Petition prompts SallieMae to change student loan rules

An online petition started by the website Change.org caused loan service SallieMae to change the conditions on college loan fees last week.

According to 23-year-old Stef Gray, an unemployed Hunter College graduate who was behind the petition, she’s only getting started.

“All I really want is for private student loans to have the same protections and safety nets that are given to federal loans,” Gray said in a phone interview.

Gray, whose parents died when she was younger, said that she took out four private loans through SallieMae “after federal funds and scholarship money dried up.”

Additionally, Gray said advertisements for SallieMae with pictures of students sitting serenely in the grass at her school often gave her a false sense of security about the corporation’s generosity and responsibility to its customers.

Instead, when Gray graduated, she was unable to find a job and found that SallieMae charged a forbearance fee, referred to as a “good faith deposit,” of $50 for each loan up to $150 for every three months the payment is deferred on the loan.

The deposit, Gray said, was much more like a fee, as the entirety of the payment went to SallieMae, not toward the loan, and it was not refundable upon resuming repayment.

Gray added that students with private loans could only defer payments with the $50 deposit for up to 24 months.

“So if you’re making loan payments over the course of 25-30 years, you can only be unemployed for a total of two years,” Gray said.

According to Patricia Christel, Sallie Mae spokeswoman, SallieMae had the $50 forbearance deposit in place to “emphasize the terms and long-term implications of their decision to use forbearance.” Christel said was the company policy for some time before they decided to make the change.

Christel added that 4 percent of SallieMae’s private education loans are currently in forbearance.

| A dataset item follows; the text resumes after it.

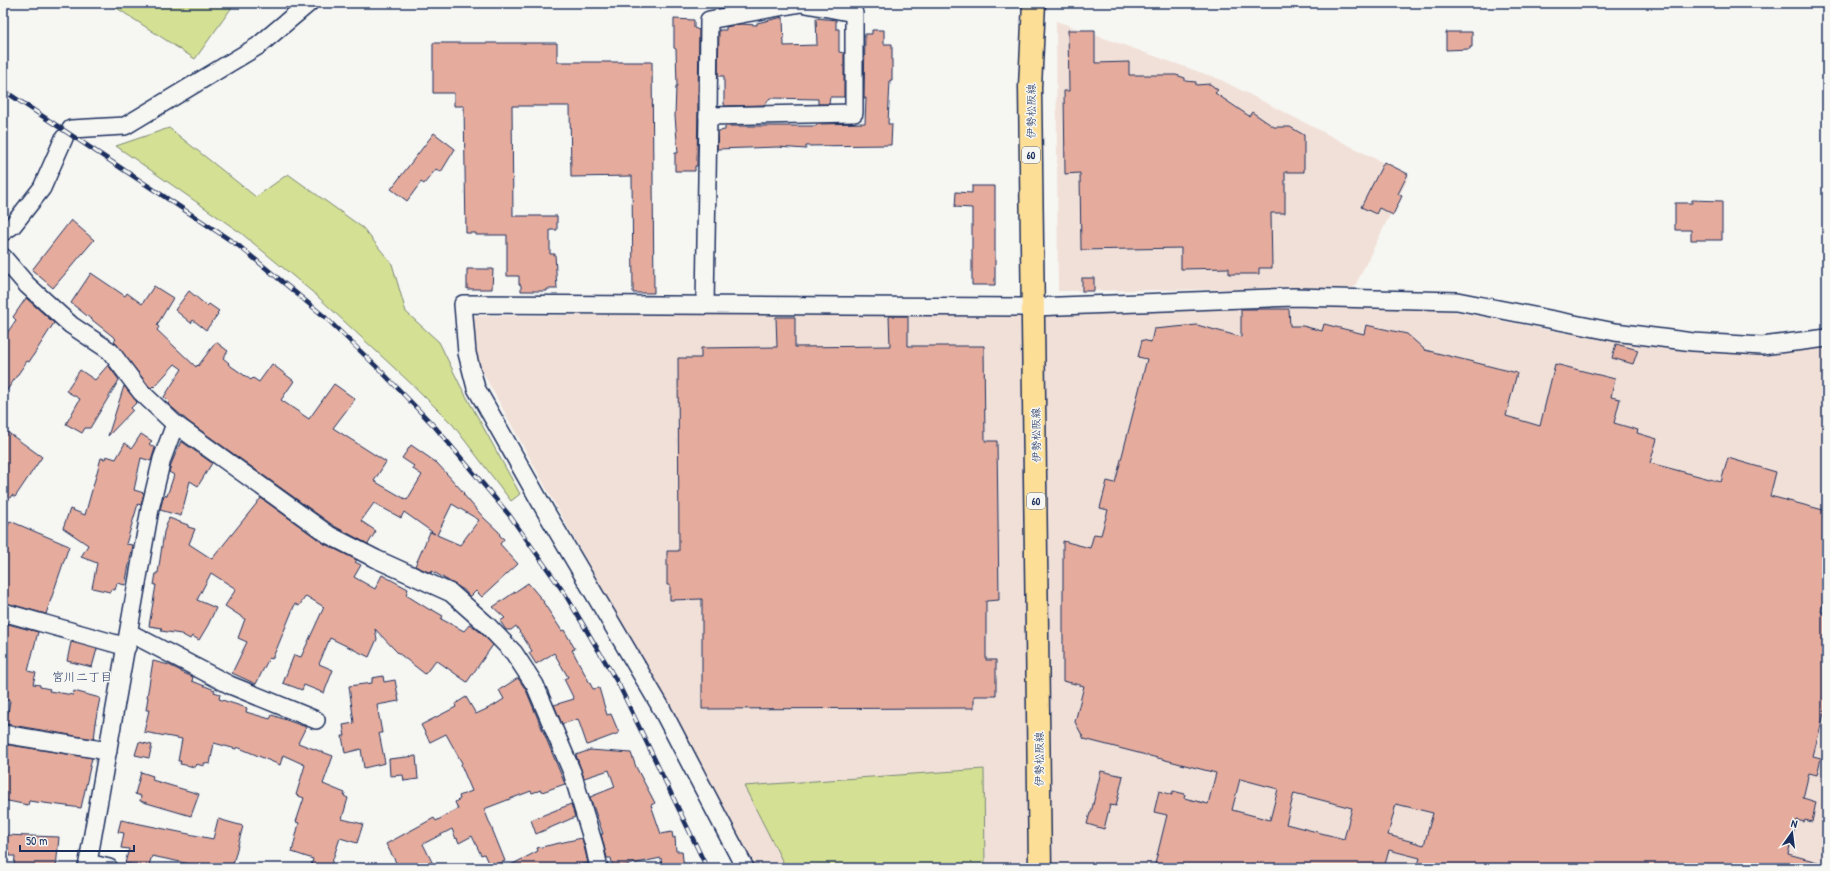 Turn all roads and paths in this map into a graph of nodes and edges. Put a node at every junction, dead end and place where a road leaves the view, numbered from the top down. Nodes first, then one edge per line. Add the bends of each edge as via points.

“The fact is that most student loan customers successfully manage their payments, particularly since those with a college degree continue to earn more and have higher employment rates than those without, especially in this economy,” Christel said. “Still, we recognize that a job search today may take longer than it used to, and we work with our customers to identify a solution that helps them navigate difficult financial circumstances and preserve their good credit standing.”

After Gray’s petition on Change.org garnered more than 110,000 signatures, SallieMae changed the conditions of the forbearance deposit.

Now, the $50 per loan deposit will be applied to the borrower’s loan when the borrower resumes normal payment, according to.

According to Gray, students who take out a federal loan through SallieMae or any other company, such as a Stafford loan, are protected if they cannot repay.

For example, federal loans allow student borrowers to pay loans back on a sliding scale based on income, so Gray, who has been unemployed, would have to pay nothing until she was able to find a job.

Additionally, Gray said that while federal student loans can be consolidated, combining two or more loans to lower monthly payments, private student borrowers at SallieMae are not given that option.

While Gray said that her credit card companies are willing to work with their customers. A credit counselor, for example, can help negotiate lower monthly payments and help the borrower create a debt payment plan. However, SallieMae actively discourages this practice.

“I worked full time throughout college,” Gray said. “It’s been pretty difficult for me, but it isn’t really about me, but the 110,000 people standing behind me” who were victims, or know victims of predatory lending, Gray said.